Walking in the Spirit requires something radical: we must put those desires to death.

Verse 24 says:

Those who belong to Christ Jesus have crucified the flesh with its passions and desires.”

This does not mean sin will never tempt us again. But it does mean believers must actively refuse to feed sinful desires.

A helpful comparison is a garden.

If you plant a garden and ignore the weeds, what happens?

They grow.
They spread.
Eventually they choke the life out of the plants.

Sin works the same way.

What is tolerated today will eventually dominate tomorrow.

Walking in the Spirit requires honest self-examination and a willingness to confront sin directly.

 

The Spirit Produces Christlike Character

After describing the works of the flesh, Paul shifts to one of the most beautiful descriptions in all of Scripture—the fruit of the Spirit.

Galatians 5:22–23 says:

But the fruit of the Spirit is love, joy, peace, patience, kindness, goodness, faithfulness, gentleness, self-control.”

Notice that Paul says fruit, not fruits.

These qualities represent one unified work of the Spirit in the believer’s life. As we surrender to Him and resist the flesh, the Spirit begins producing a character that reflects Jesus.

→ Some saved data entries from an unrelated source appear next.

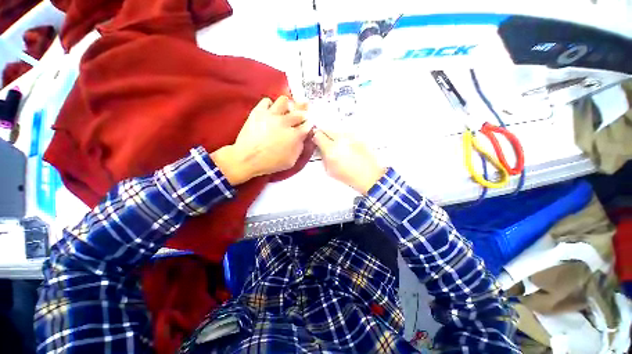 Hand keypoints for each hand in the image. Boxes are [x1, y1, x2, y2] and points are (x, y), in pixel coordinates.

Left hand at [212, 96, 311, 184]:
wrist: (247, 159)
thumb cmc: (271, 163)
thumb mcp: (291, 161)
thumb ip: (299, 148)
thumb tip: (301, 138)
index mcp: (295, 135)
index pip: (308, 124)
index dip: (309, 123)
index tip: (308, 124)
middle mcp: (285, 122)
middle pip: (300, 110)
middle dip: (303, 112)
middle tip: (302, 113)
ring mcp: (271, 115)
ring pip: (284, 100)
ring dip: (287, 105)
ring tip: (285, 110)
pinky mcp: (258, 112)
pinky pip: (266, 101)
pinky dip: (270, 105)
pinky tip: (270, 112)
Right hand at [312, 128, 385, 194]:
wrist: (369, 175)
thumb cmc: (349, 176)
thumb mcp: (330, 170)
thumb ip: (323, 157)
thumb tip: (320, 148)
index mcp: (331, 149)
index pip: (318, 135)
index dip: (315, 138)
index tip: (316, 142)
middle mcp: (341, 139)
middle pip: (327, 130)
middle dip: (324, 136)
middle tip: (326, 144)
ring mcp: (351, 136)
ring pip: (337, 131)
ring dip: (335, 137)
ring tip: (339, 148)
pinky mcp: (358, 137)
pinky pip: (347, 134)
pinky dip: (344, 139)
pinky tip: (348, 148) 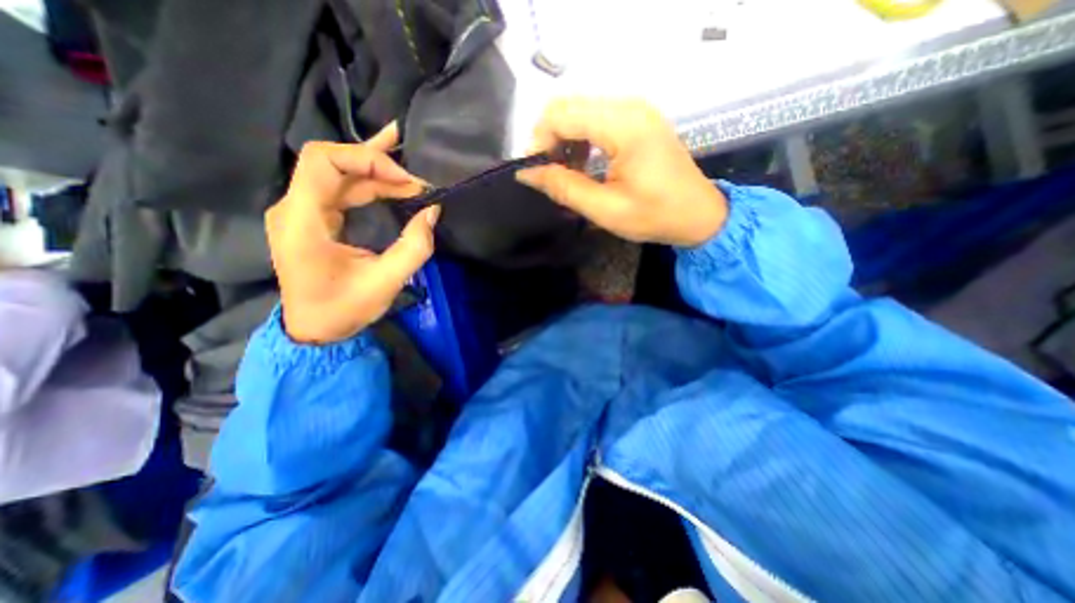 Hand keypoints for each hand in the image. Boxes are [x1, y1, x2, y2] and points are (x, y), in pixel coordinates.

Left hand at [267, 122, 438, 342]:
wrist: (314, 329)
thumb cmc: (344, 309)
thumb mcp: (386, 282)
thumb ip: (414, 247)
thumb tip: (432, 213)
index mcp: (302, 222)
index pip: (324, 161)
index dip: (368, 160)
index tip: (406, 182)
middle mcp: (294, 208)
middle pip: (330, 162)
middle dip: (377, 165)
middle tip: (417, 181)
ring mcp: (301, 212)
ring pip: (337, 174)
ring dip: (376, 173)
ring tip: (410, 173)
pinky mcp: (313, 218)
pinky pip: (340, 189)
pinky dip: (368, 182)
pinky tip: (388, 174)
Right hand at [515, 99, 730, 247]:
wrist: (698, 214)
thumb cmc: (655, 216)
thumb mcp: (606, 209)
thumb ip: (564, 188)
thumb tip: (527, 173)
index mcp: (624, 126)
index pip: (561, 115)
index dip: (539, 141)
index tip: (534, 172)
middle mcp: (629, 106)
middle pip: (568, 107)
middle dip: (548, 139)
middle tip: (546, 174)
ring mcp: (635, 110)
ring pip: (580, 111)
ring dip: (563, 140)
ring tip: (564, 173)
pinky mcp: (638, 119)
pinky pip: (596, 118)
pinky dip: (580, 139)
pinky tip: (582, 164) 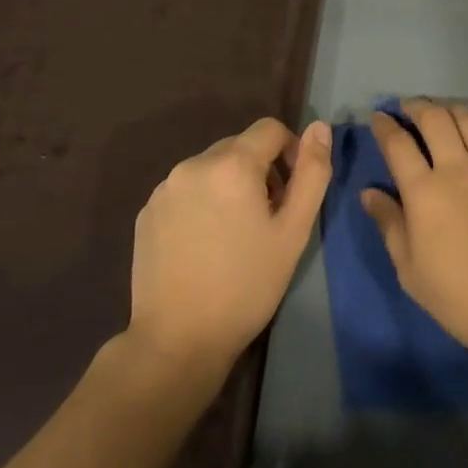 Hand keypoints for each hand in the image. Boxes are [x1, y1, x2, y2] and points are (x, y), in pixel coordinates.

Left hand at [128, 117, 331, 378]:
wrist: (178, 339)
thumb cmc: (247, 285)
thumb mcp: (294, 231)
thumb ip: (313, 173)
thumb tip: (320, 127)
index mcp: (232, 164)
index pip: (270, 129)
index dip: (290, 152)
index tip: (292, 192)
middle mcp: (193, 164)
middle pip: (239, 146)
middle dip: (260, 170)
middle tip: (268, 218)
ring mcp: (164, 188)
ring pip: (211, 168)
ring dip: (230, 185)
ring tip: (236, 234)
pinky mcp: (147, 212)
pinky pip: (186, 190)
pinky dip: (202, 202)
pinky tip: (205, 244)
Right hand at [363, 100, 467, 361]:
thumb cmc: (459, 297)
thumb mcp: (410, 270)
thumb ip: (389, 224)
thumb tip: (369, 193)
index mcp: (425, 191)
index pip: (398, 144)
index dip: (385, 126)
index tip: (380, 118)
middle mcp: (459, 169)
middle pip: (435, 120)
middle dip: (417, 106)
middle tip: (409, 108)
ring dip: (452, 110)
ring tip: (444, 114) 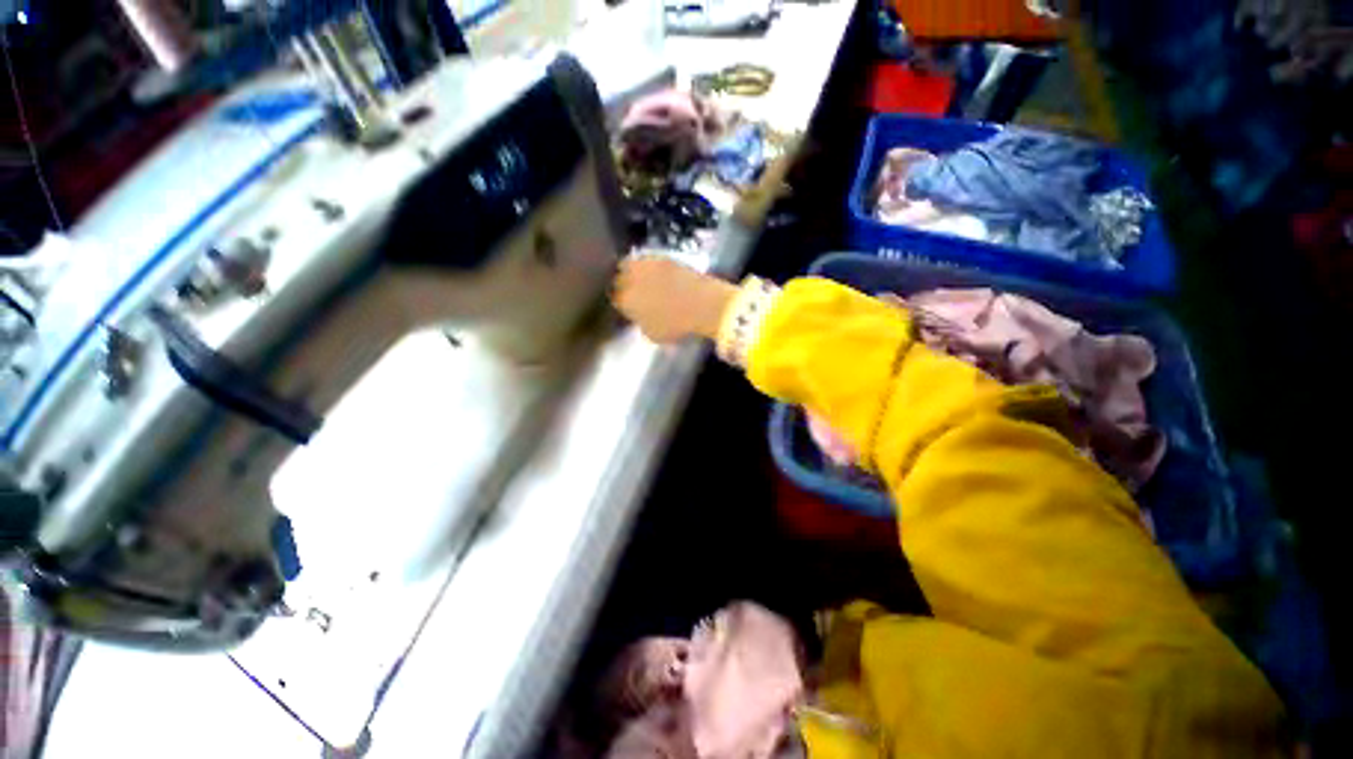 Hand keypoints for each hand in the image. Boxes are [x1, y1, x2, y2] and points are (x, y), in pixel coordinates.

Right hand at [612, 255, 736, 344]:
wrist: (704, 304)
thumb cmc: (677, 325)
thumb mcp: (653, 334)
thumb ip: (640, 323)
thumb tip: (639, 316)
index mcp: (624, 299)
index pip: (613, 297)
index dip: (619, 301)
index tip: (625, 304)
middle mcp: (630, 278)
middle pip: (618, 277)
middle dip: (622, 283)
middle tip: (631, 290)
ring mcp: (646, 264)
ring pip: (630, 264)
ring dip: (633, 271)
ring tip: (641, 279)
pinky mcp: (663, 257)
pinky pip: (648, 260)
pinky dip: (649, 266)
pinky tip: (656, 274) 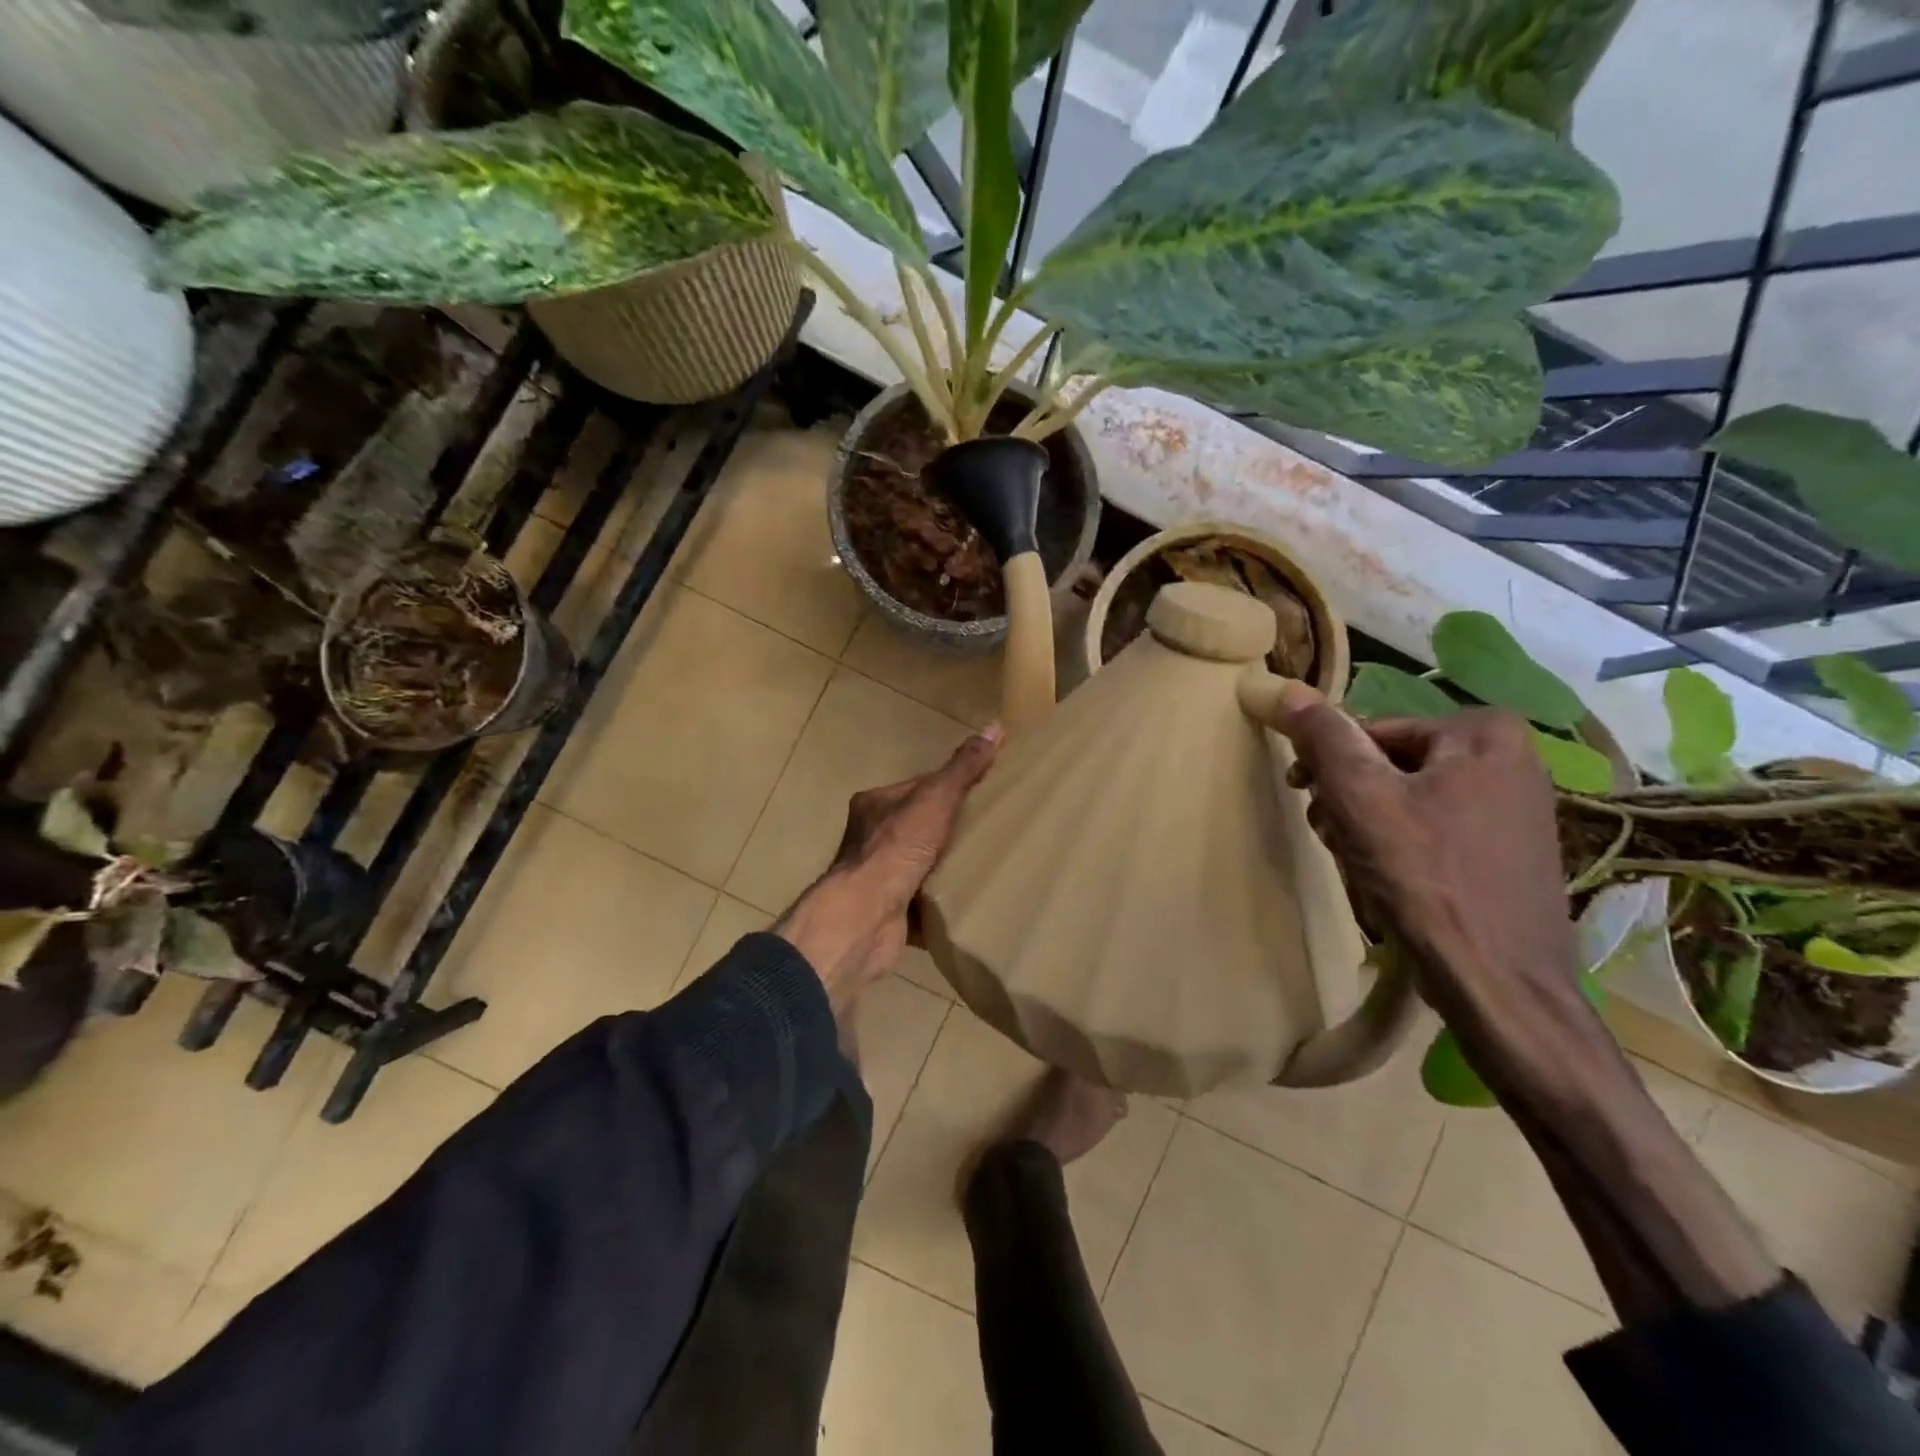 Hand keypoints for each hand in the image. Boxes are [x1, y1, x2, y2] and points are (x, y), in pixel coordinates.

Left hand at [776, 725, 1002, 1018]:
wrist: (865, 917)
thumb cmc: (895, 849)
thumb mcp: (935, 799)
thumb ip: (963, 768)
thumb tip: (995, 726)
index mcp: (875, 804)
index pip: (921, 787)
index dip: (953, 787)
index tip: (987, 793)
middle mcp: (870, 837)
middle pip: (923, 825)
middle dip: (954, 829)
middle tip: (993, 830)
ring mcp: (878, 876)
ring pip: (923, 864)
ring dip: (950, 866)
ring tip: (988, 863)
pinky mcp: (889, 910)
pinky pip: (924, 899)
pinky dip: (944, 899)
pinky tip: (971, 897)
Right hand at [1270, 684, 1582, 1036]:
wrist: (1500, 983)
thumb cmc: (1427, 878)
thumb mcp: (1361, 797)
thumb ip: (1324, 737)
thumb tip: (1286, 688)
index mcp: (1484, 733)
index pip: (1372, 731)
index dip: (1329, 764)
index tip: (1303, 796)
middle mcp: (1510, 759)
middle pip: (1391, 764)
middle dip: (1349, 798)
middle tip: (1329, 834)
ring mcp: (1515, 807)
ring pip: (1408, 798)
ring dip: (1366, 824)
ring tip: (1354, 862)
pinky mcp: (1508, 851)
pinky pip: (1435, 828)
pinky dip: (1399, 846)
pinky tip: (1384, 880)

It is important to remember something here.

Fruit is produced, not manufactured.

We cannot force ourselves to be loving, joyful, or patient through sheer willpower. Those qualities grow naturally when we remain connected to Christ.

Jesus described the same truth in John 15:5:

Whoever abides in me and I in him, he it is that bears much fruit.”

When believers stay connected to Christ, the Spirit begins transforming their hearts.

Where there was anger, patience begins to grow.
Where there was anxiety, peace begins to flourish.
Where there was selfishness, love begins to appear.

This transformation is not something we create—it is something the Spirit produces.

 

The Spirit-Filled Life

Ultimately, walking in the Spirit is the path to the Spirit-filled life.

Paul summarizes it clearly in Galatians 5:25:

If we live by the Spirit, let us also keep in step with the Spirit.”

The Christian life is not about trying harder to be good. It is about learning to depend on the power of the Holy Spirit.

Walking in step with the Spirit involves three simple but powerful rhythms:

Daily surrender.
Daily denial of the flesh.
Daily obedience to God.

When we live this way, transformation begins to take place—not only in our lives, but in the lives of those around us.

Walking with the Spirit is not a one-time event.

It is a lifelong journey of surrender.

And every day presents a new opportunity to take another step with Him.